Differential Diagnosis:
Peptic ulcer disease
Hepatitis
Pancreatitis
Appendicitis
Renal colic
Other causes of obstructive jaundice like cholangiocarcinoma or extrinsic compression of the CBD.
Management
Initial Management:
Pain control with analgesics
Intravenous fluids for hydration
Broad-spectrum antibiotics if cholangitis is suspected or confirmed (e.g., ceftriaxone plus metronidazole, or piperacillin-tazobactam)

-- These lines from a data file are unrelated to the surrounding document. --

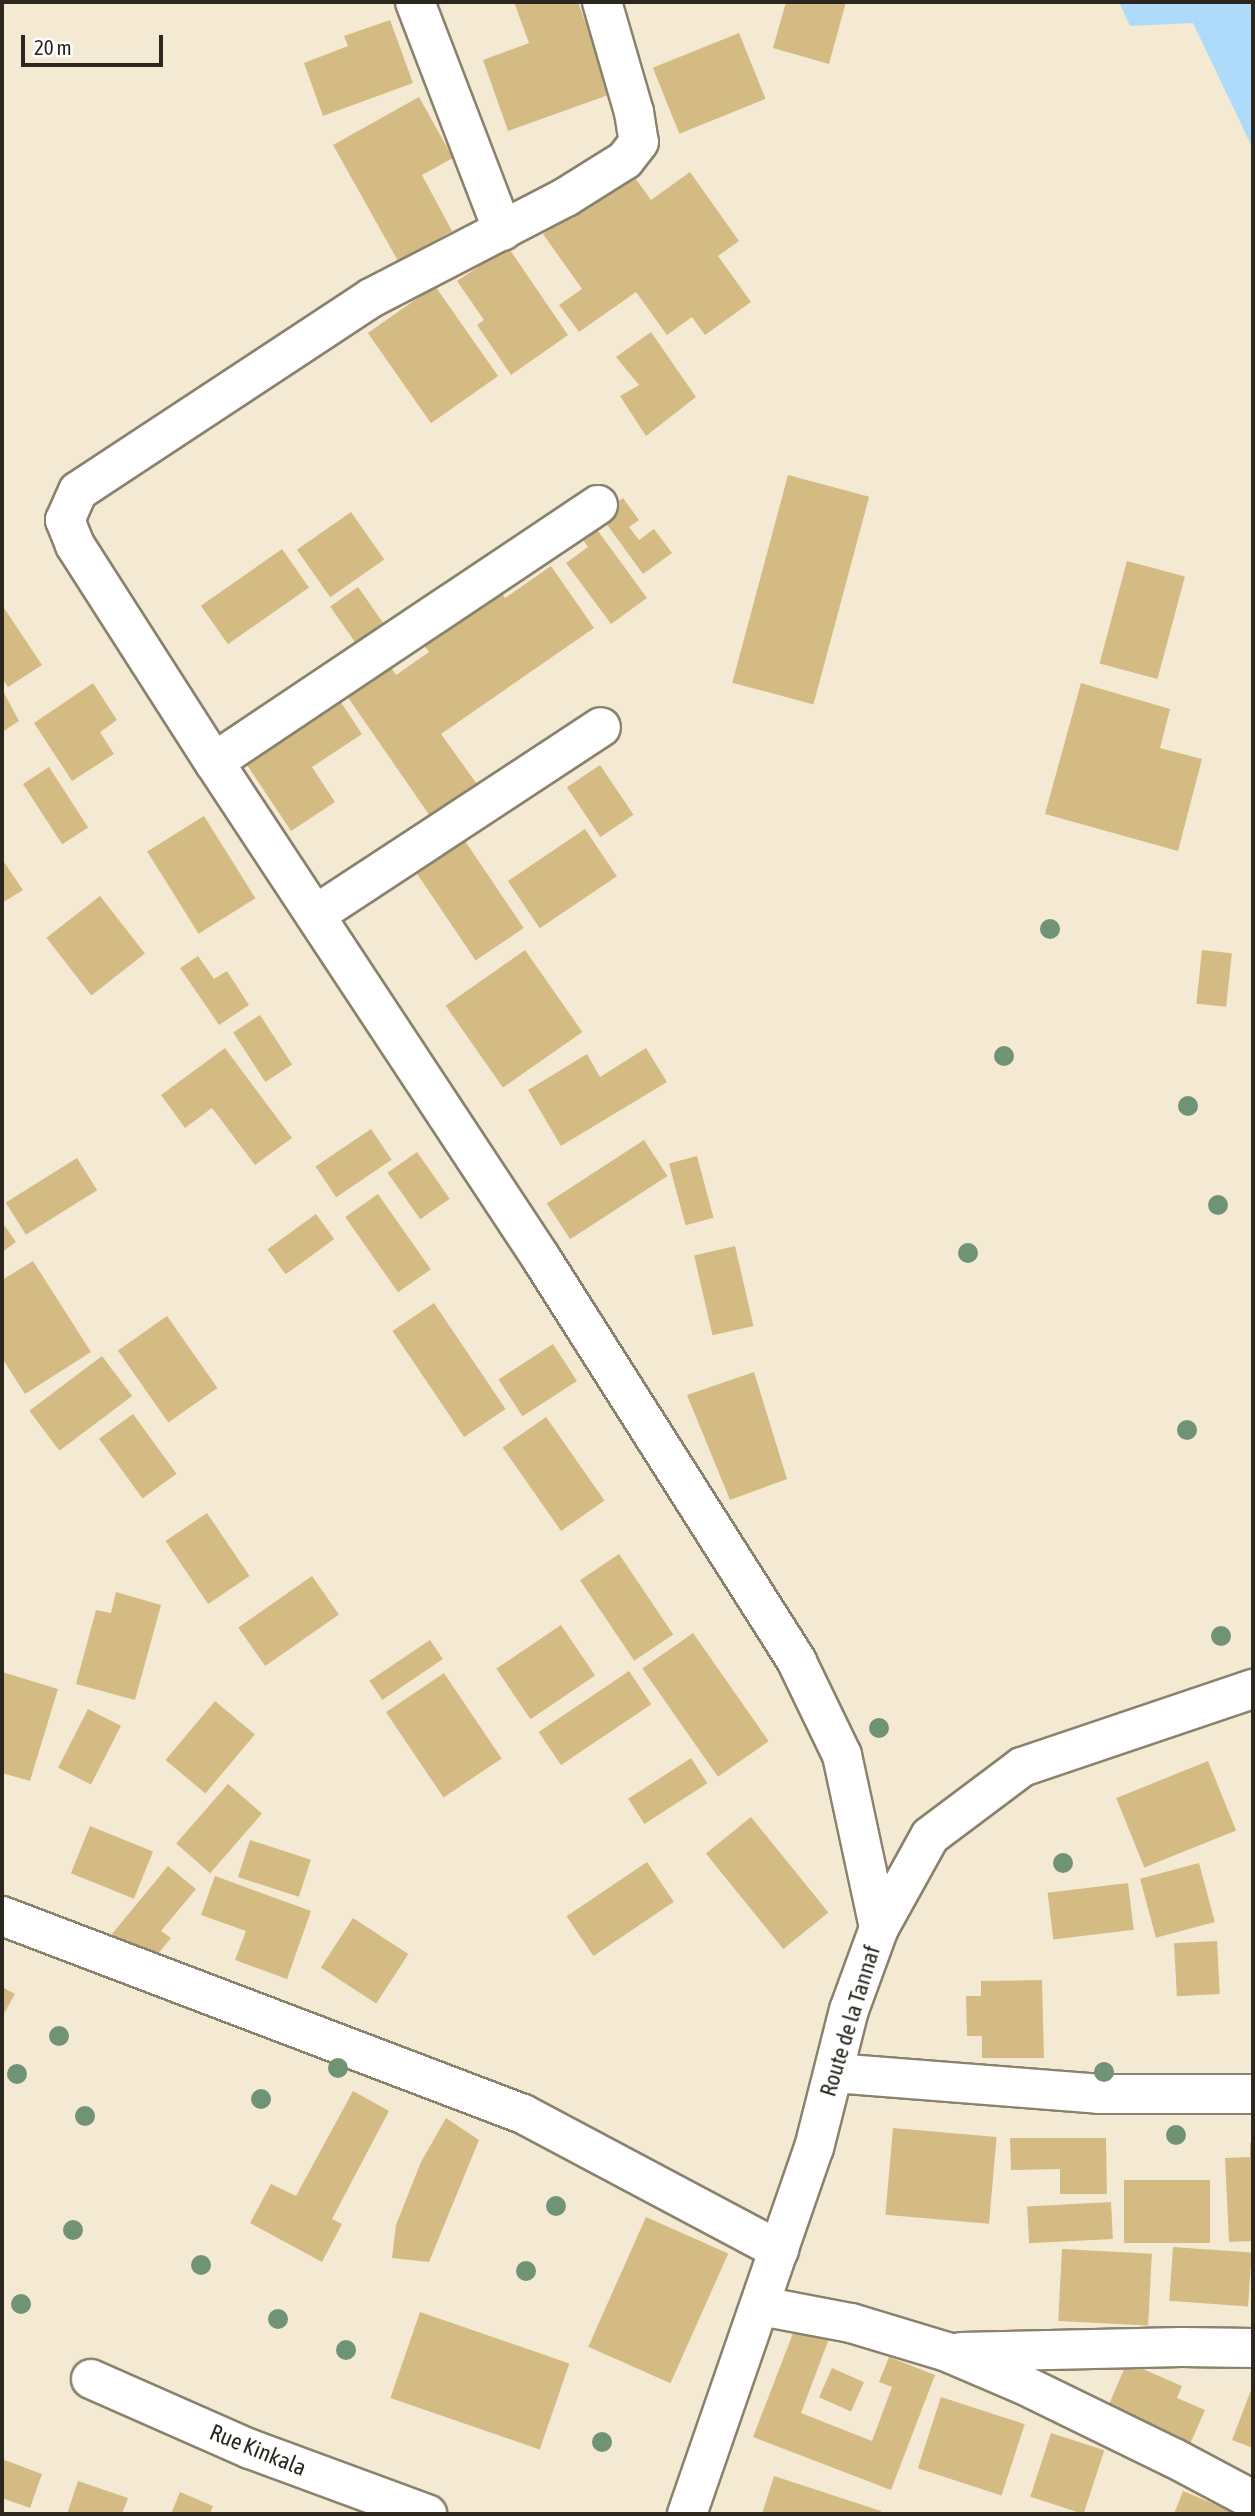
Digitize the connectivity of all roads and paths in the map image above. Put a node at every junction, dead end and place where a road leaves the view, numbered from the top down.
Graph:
1 (415, 2) edge
2 (602, 2) edge
3 (503, 231) junction
4 (598, 505) dead end
5 (601, 727) dead end
6 (214, 762) junction
7 (315, 915) junction
8 (1253, 1689) edge
9 (2, 1916) edge
10 (879, 1928) junction
11 (834, 2073) junction
12 (1253, 2094) edge
13 (779, 2250) junction
14 (761, 2306) junction
15 (1253, 2348) edge
16 (947, 2352) junction
17 (91, 2379) dead end
18 (1253, 2500) edge
19 (427, 2514) edge
20 (687, 2514) edge

1 - 3 street
2 - 3 street
3 - 6 street
4 - 6 street
5 - 7 street
6 - 7 street
7 - 10 street
8 - 10 street, Route de la Tannaf
9 - 13 street
10 - 11 street, Route de la Tannaf
11 - 12 street
11 - 13 street, Route de la Tannaf
13 - 14 street, Route de la Tannaf
14 - 16 street
14 - 20 street, Route de la Tannaf
15 - 16 street
16 - 18 street
17 - 19 street, Rue Kinkala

Nasogastric tube insertion if significant vomiting or ileus is present.
Medical Management:
Antibiotics are crucial for treating ascending cholangitis
Analgesics for pain relief
Antiemetics for nausea and vomiting.
Surgical Management:
Laparoscopic cholecystectomy is the standard treatment for symptomatic cholelithiasis
If choledocholithiasis is diagnosed preoperatively or intraoperatively: 1
Laparoscopic common bile duct exploration (LCBDE) with or without choledochoscopy
2
Transcystic exploration: Stones are pushed into the gallbladder or extracted through the cystic duct remnant after cholecystectomy
This is preferred if the cystic duct is wide enough (>5mm) and stones are small/mobile
It avoids choledochotomy
3
Choledochotomy: Direct incision into the CBD for stone removal, followed by T-tube placement or primary closure with or without stenting
4
ERCP with sphincterotomy and stone extraction is often performed preoperatively or postoperatively, especially if LCBDE is unsuccessful or not feasible
Post-cholecystectomy patients with residual stones may undergo ERCP or repeat LCBDE.
Supportive Care:
Close monitoring of vital signs, urine output, and fluid balance
Nutritional support, often parenteral initially if oral intake is poor
Regular laboratory monitoring of liver function tests and inflammatory markers
Management of pain and nausea.
Complications
Early Complications:
Bleeding from the cystic duct stump or CBD
Biliary leak from the cystic duct stump or choledochotomy site
Injury to the hepatic artery or portal vein
Pancreatitis secondary to manipulation of the common bile duct
Retained stones in the CBD.
Late Complications:
Biliary strictures at the cystic duct stump or choledochotomy site
Recurrent choledocholithiasis
Cholangitis
Biliary cirrhosis if obstruction is prolonged or recurrent
Gallstone ileus (rare).
Prevention Strategies:
Thorough intraoperative cholangiography to identify all stones
Complete removal of stones during LCBDE or ERCP
Careful handling of the cystic duct stump
Prompt diagnosis and management of biliary leaks
Judicious use of T-tube or stenting in complex cases
Close follow-up.
Prognosis
Factors Affecting Prognosis:
Severity of cholangitis or pancreatitis at presentation
Success of stone clearance
Presence of underlying biliary strictures or liver disease
Patient's overall health status.
Outcomes:
With successful stone removal and management of complications, the prognosis is generally good
Most patients regain normal liver function
Recurrence is possible if pigment stones persist or new stones form
Long-term complications like strictures can significantly impact quality of life.
Follow Up:
Routine follow-up with liver function tests and ultrasound may be recommended, especially if there was significant biliary tract pathology or potential for recurrence
Patients should be advised to report any recurrence of pain, jaundice, fever, or other biliary symptoms.
Key Points
Exam Focus:
Indications for transcystic exploration vs
choledochotomy
Contraindications for transcystic approach (e.g., very wide CBD, impacted distal stones, tortuous cystic duct)
Role of ERCP vs
LCBDE
Management of retained stones
Tokyo Guidelines for cholangitis.
Clinical Pearls:
A wide cystic duct remnant (>5mm) is essential for successful transcystic exploration
Intraoperative cholangiography or choledochoscopy is key to confirming stone clearance
A negative cholangiogram does not entirely rule out stones, especially small ones or those impacted distally.
Common Mistakes:
Attempting transcystic exploration with a narrow cystic duct or large impacted stones, leading to failure and potential CBD injury
Inadequate follow-up imaging or clinical assessment, missing retained stones
Delayed antibiotic administration in cholangitis.